Institute for Artificial Intelligence in Medicine and Healthcare, Technical University of Munich, Munich, Germany.
Klinikum Rechts der Isar, Technical University of Munich, Munich, Germany.
Methods Inf Med. 2022 Jun;61(S 01):e12-e27. doi: 10.1055/s-0041-1740630. Epub 2022 Jan 21.
Artificial intelligence (AI) has been successfully applied in numerous scientific domains. In biomedicine, AI has already shown tremendous potential, e.g., in the interpretation of next-generation sequencing data and in the design of clinical decision support systems.
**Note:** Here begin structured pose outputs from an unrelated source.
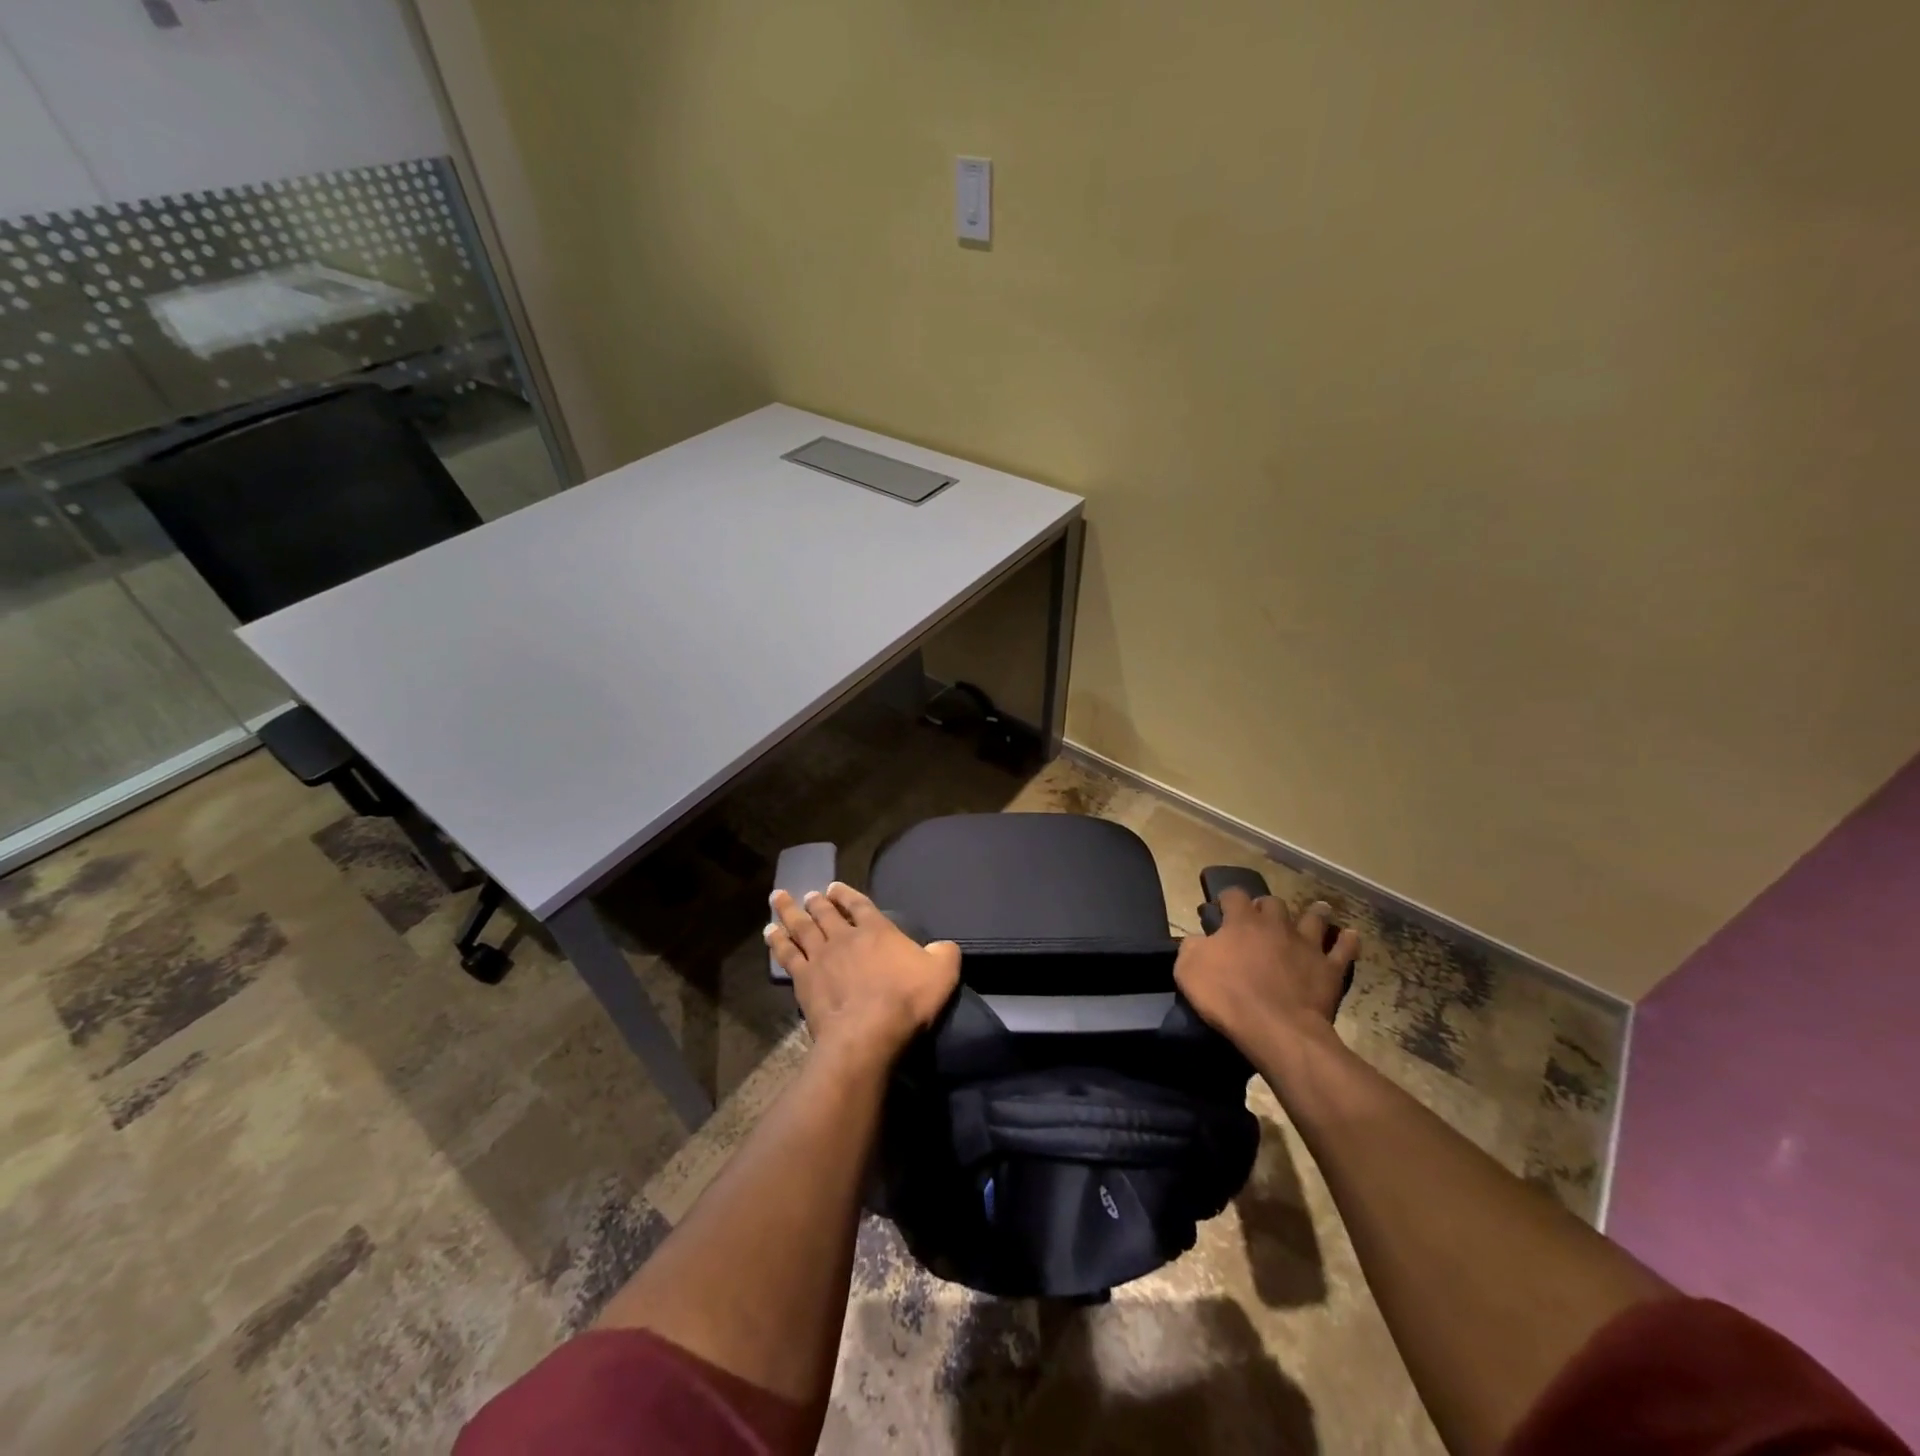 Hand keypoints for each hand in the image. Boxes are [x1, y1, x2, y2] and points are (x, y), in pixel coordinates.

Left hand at [765, 882, 960, 1062]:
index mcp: (878, 929)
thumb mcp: (943, 972)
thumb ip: (945, 954)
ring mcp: (821, 956)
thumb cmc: (907, 1000)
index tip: (835, 888)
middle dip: (817, 901)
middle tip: (809, 893)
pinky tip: (770, 932)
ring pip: (801, 927)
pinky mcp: (803, 979)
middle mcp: (845, 936)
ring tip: (779, 898)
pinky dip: (777, 941)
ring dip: (789, 911)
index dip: (847, 894)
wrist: (868, 1032)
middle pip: (826, 912)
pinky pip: (787, 954)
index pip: (860, 904)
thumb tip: (944, 947)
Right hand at [1174, 890, 1359, 1055]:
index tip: (1221, 910)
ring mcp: (1306, 945)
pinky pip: (1343, 949)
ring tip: (1314, 911)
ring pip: (1313, 918)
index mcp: (1241, 921)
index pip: (1234, 895)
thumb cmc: (1226, 996)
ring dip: (1313, 913)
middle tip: (1262, 918)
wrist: (1275, 1028)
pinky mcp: (1329, 968)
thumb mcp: (1188, 969)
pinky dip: (1347, 941)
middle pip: (1273, 903)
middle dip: (1266, 907)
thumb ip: (1192, 947)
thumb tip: (1198, 939)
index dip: (1227, 899)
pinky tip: (1350, 935)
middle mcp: (1275, 925) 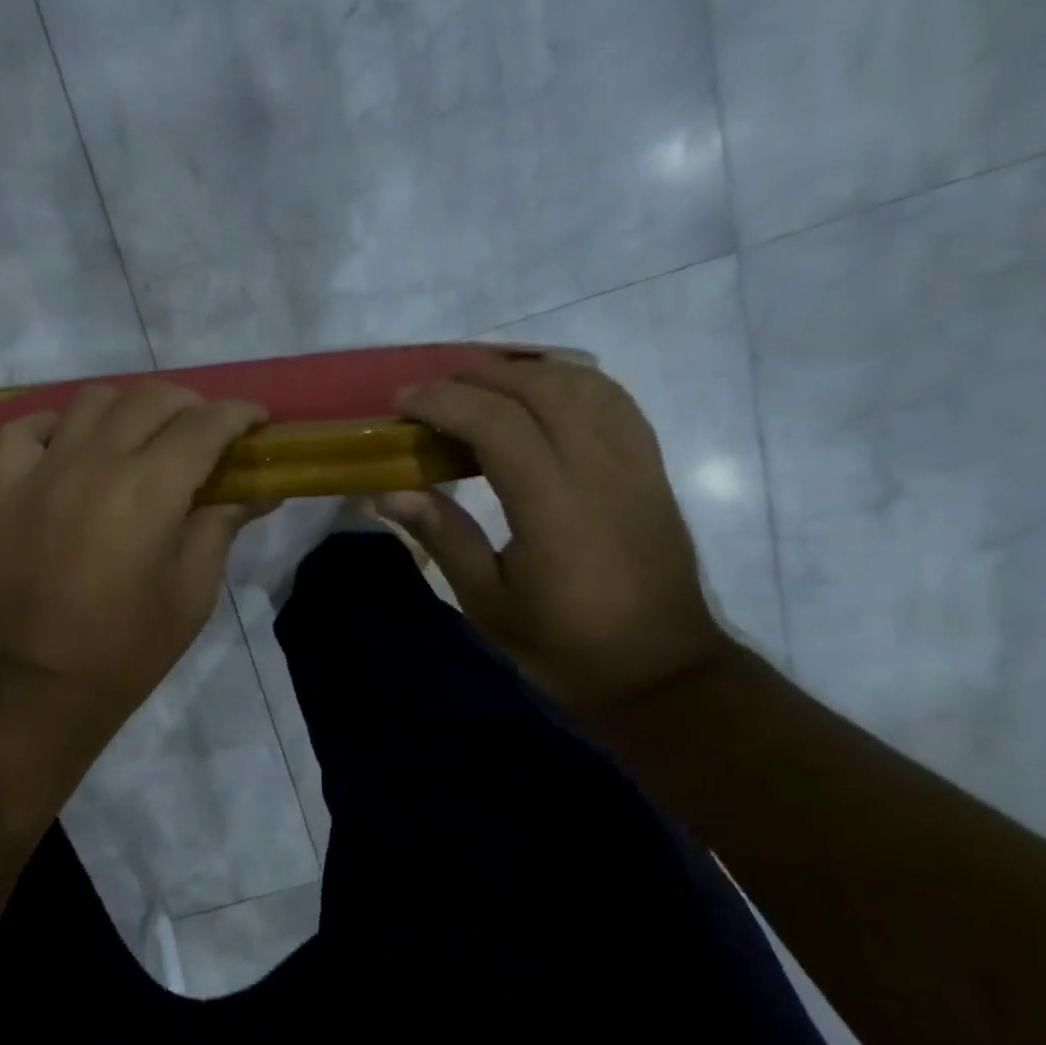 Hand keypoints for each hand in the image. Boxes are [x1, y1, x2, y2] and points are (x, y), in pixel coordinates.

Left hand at [0, 381, 267, 731]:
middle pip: (151, 397)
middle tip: (209, 432)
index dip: (239, 414)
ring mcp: (44, 471)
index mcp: (149, 490)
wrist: (44, 682)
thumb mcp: (194, 590)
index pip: (204, 424)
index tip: (258, 421)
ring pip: (92, 400)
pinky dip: (55, 425)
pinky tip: (74, 444)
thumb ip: (223, 524)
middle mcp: (95, 463)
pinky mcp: (8, 488)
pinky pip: (25, 430)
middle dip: (192, 404)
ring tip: (147, 434)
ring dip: (131, 405)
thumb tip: (258, 489)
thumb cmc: (131, 646)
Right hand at [378, 355, 733, 715]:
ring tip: (478, 387)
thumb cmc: (563, 645)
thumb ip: (442, 535)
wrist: (659, 672)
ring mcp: (635, 464)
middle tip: (431, 392)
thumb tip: (386, 491)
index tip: (402, 402)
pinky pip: (614, 401)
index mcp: (554, 508)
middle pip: (539, 389)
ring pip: (582, 384)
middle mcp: (600, 471)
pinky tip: (540, 396)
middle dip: (477, 376)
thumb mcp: (488, 602)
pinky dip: (569, 383)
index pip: (497, 423)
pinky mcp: (652, 469)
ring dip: (523, 372)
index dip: (444, 402) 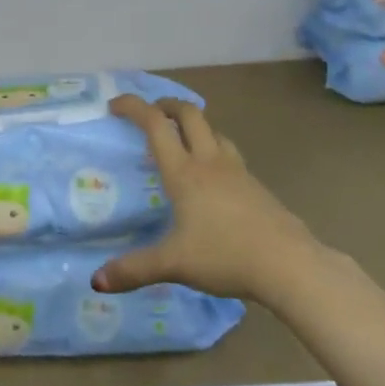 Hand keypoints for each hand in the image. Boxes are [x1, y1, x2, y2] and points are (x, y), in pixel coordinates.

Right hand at [94, 95, 319, 306]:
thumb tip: (96, 281)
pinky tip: (214, 176)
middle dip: (168, 105)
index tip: (115, 104)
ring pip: (213, 131)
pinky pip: (229, 153)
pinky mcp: (256, 185)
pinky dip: (214, 150)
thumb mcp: (174, 264)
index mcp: (184, 172)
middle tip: (152, 113)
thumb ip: (134, 269)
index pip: (156, 125)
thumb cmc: (225, 255)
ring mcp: (237, 171)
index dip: (134, 107)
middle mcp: (209, 162)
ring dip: (194, 125)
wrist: (288, 263)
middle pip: (189, 114)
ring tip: (183, 140) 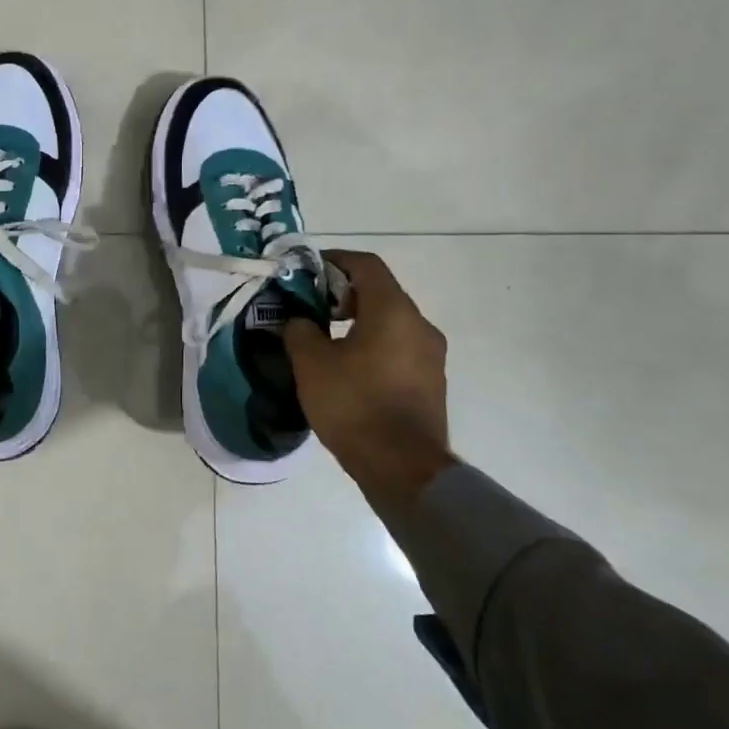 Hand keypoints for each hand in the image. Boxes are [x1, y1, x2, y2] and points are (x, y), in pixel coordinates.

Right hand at [283, 250, 456, 509]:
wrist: (403, 467)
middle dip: (343, 293)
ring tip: (325, 340)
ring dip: (359, 322)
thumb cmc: (354, 405)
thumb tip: (297, 320)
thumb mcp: (311, 363)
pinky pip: (398, 349)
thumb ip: (300, 330)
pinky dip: (373, 345)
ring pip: (390, 322)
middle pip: (380, 292)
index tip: (307, 271)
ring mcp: (431, 355)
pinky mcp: (431, 382)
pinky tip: (348, 369)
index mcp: (393, 311)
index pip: (366, 265)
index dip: (334, 260)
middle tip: (311, 307)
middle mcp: (420, 325) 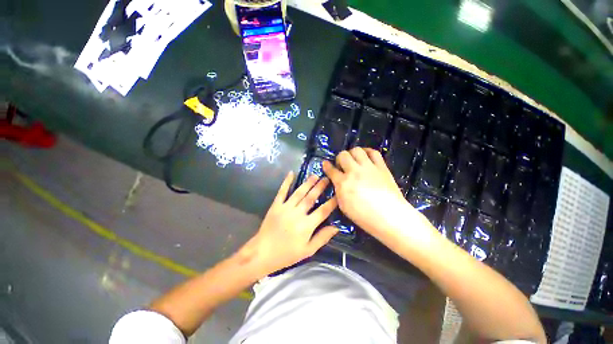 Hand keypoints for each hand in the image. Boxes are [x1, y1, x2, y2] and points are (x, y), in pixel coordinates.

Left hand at [238, 171, 337, 277]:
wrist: (262, 253)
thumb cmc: (287, 254)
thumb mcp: (308, 251)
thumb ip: (322, 238)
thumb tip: (336, 227)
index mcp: (306, 226)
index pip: (323, 211)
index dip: (332, 202)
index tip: (338, 194)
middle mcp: (297, 214)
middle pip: (311, 198)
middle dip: (320, 187)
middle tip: (327, 178)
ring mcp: (285, 208)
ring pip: (299, 192)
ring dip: (308, 183)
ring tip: (315, 175)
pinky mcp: (276, 205)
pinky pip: (282, 191)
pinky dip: (286, 182)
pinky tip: (291, 173)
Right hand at [322, 148, 427, 239]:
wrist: (390, 217)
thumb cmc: (364, 216)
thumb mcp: (344, 206)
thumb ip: (339, 191)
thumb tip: (338, 182)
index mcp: (343, 183)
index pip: (331, 170)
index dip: (326, 166)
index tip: (325, 163)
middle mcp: (354, 172)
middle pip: (343, 155)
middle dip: (339, 158)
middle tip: (342, 164)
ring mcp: (368, 167)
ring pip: (357, 150)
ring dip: (352, 153)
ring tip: (353, 159)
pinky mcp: (381, 167)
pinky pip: (373, 152)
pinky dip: (367, 151)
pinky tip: (365, 155) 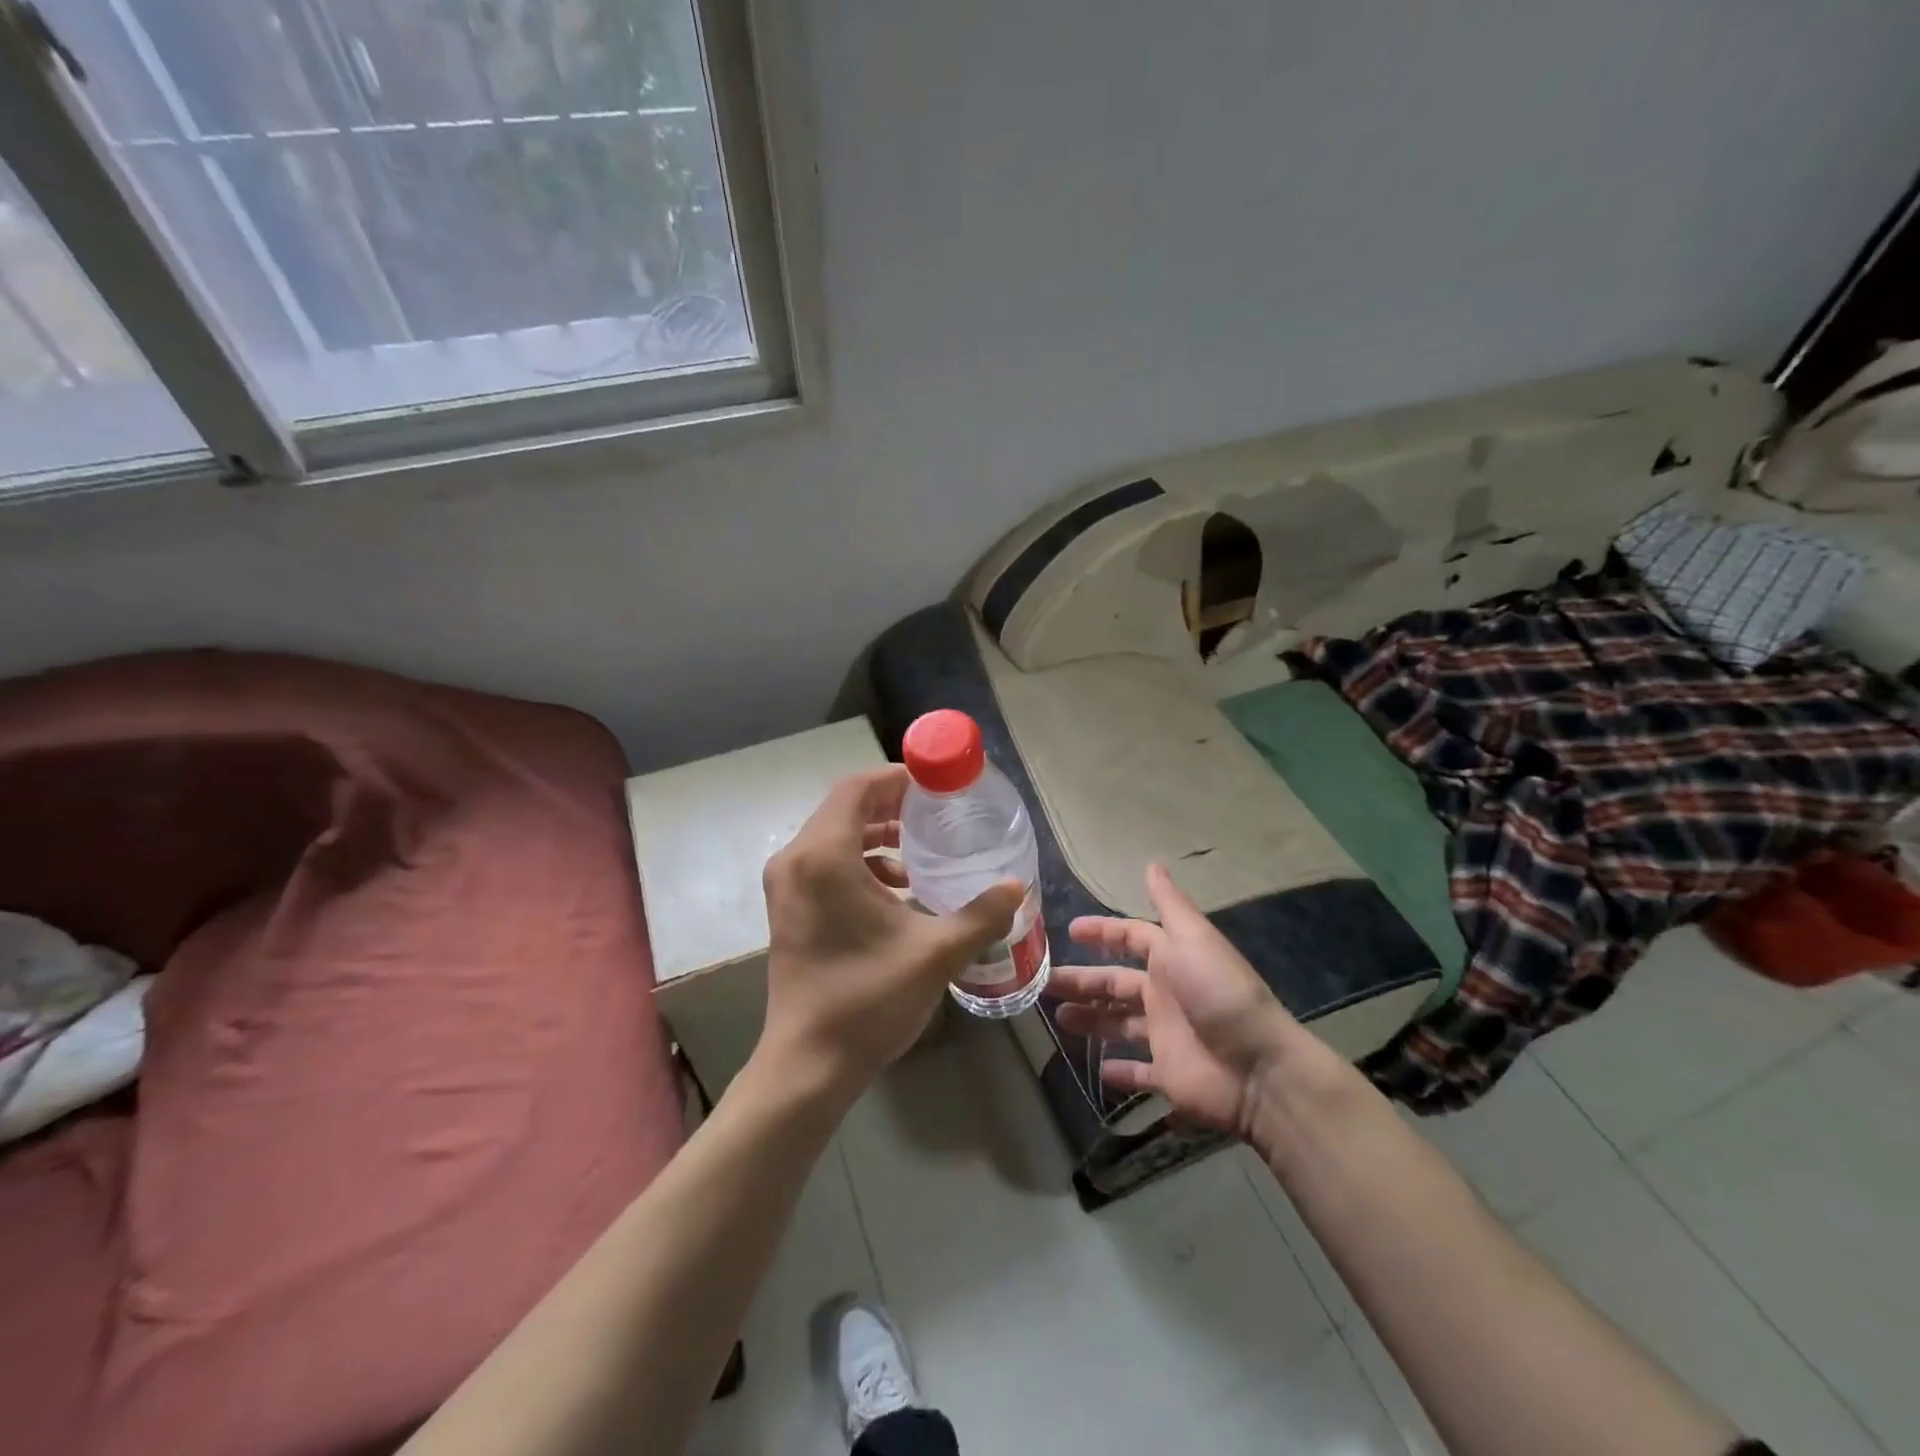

However, training an AI model on sensitive data raises concerns about the privacy of individual participants. For example, summary statistics of a genome-wide association study can be used to determine the presence or absence of an individual in a given dataset. This considerable privacy risk has led to restrictions in accessing genomic and other biomedical data, which is detrimental for collaborative research and impedes scientific progress. Hence, there has been a substantial effort to develop AI methods that can learn from sensitive data while protecting individuals' privacy.
This paper provides a structured overview of recent advances in privacy-preserving AI techniques in biomedicine. It places the most important state-of-the-art approaches within a unified taxonomy and discusses their strengths, limitations, and open problems.
As the most promising direction, we suggest combining federated machine learning as a more scalable approach with other additional privacy-preserving techniques. This would allow to merge the advantages to provide privacy guarantees in a distributed way for biomedical applications. Nonetheless, more research is necessary as hybrid approaches pose new challenges such as additional network or computation overhead.
人工智能(AI)已经在许多科学领域得到了成功应用。在生物医学领域,人工智能已经显示出了巨大的潜力,例如,在解释下一代测序数据和设计临床决策支持系统方面。
然而,在敏感数据上训练 AI 模型引发了对个体参与者隐私的担忧。例如,全基因组关联研究的汇总统计数据可用于确定个体在给定数据集中的存在或缺失。这种相当大的隐私风险导致了对获取基因组和其他生物医学数据的限制,这对合作研究有害,并阻碍了科学进步。因此,人们已经做出了很大的努力来开发能够在保护个人隐私的同时从敏感数据中学习的 AI 方法。
本文提供了一个关于生物医学中隐私保护 AI 技术的最新进展的结构化概述。它将最重要的最先进方法置于统一的分类法中,并讨论了它们的优缺点和开放性问题。
作为最有前途的方向,我们建议将联邦机器学习作为一种更具可扩展性的方法与其他附加隐私保护技术结合使用。这将允许以分布式方式合并优势,为生物医学应用提供隐私保证。然而,还需要更多的研究,因为混合方法会带来新的挑战,例如额外的网络或计算开销。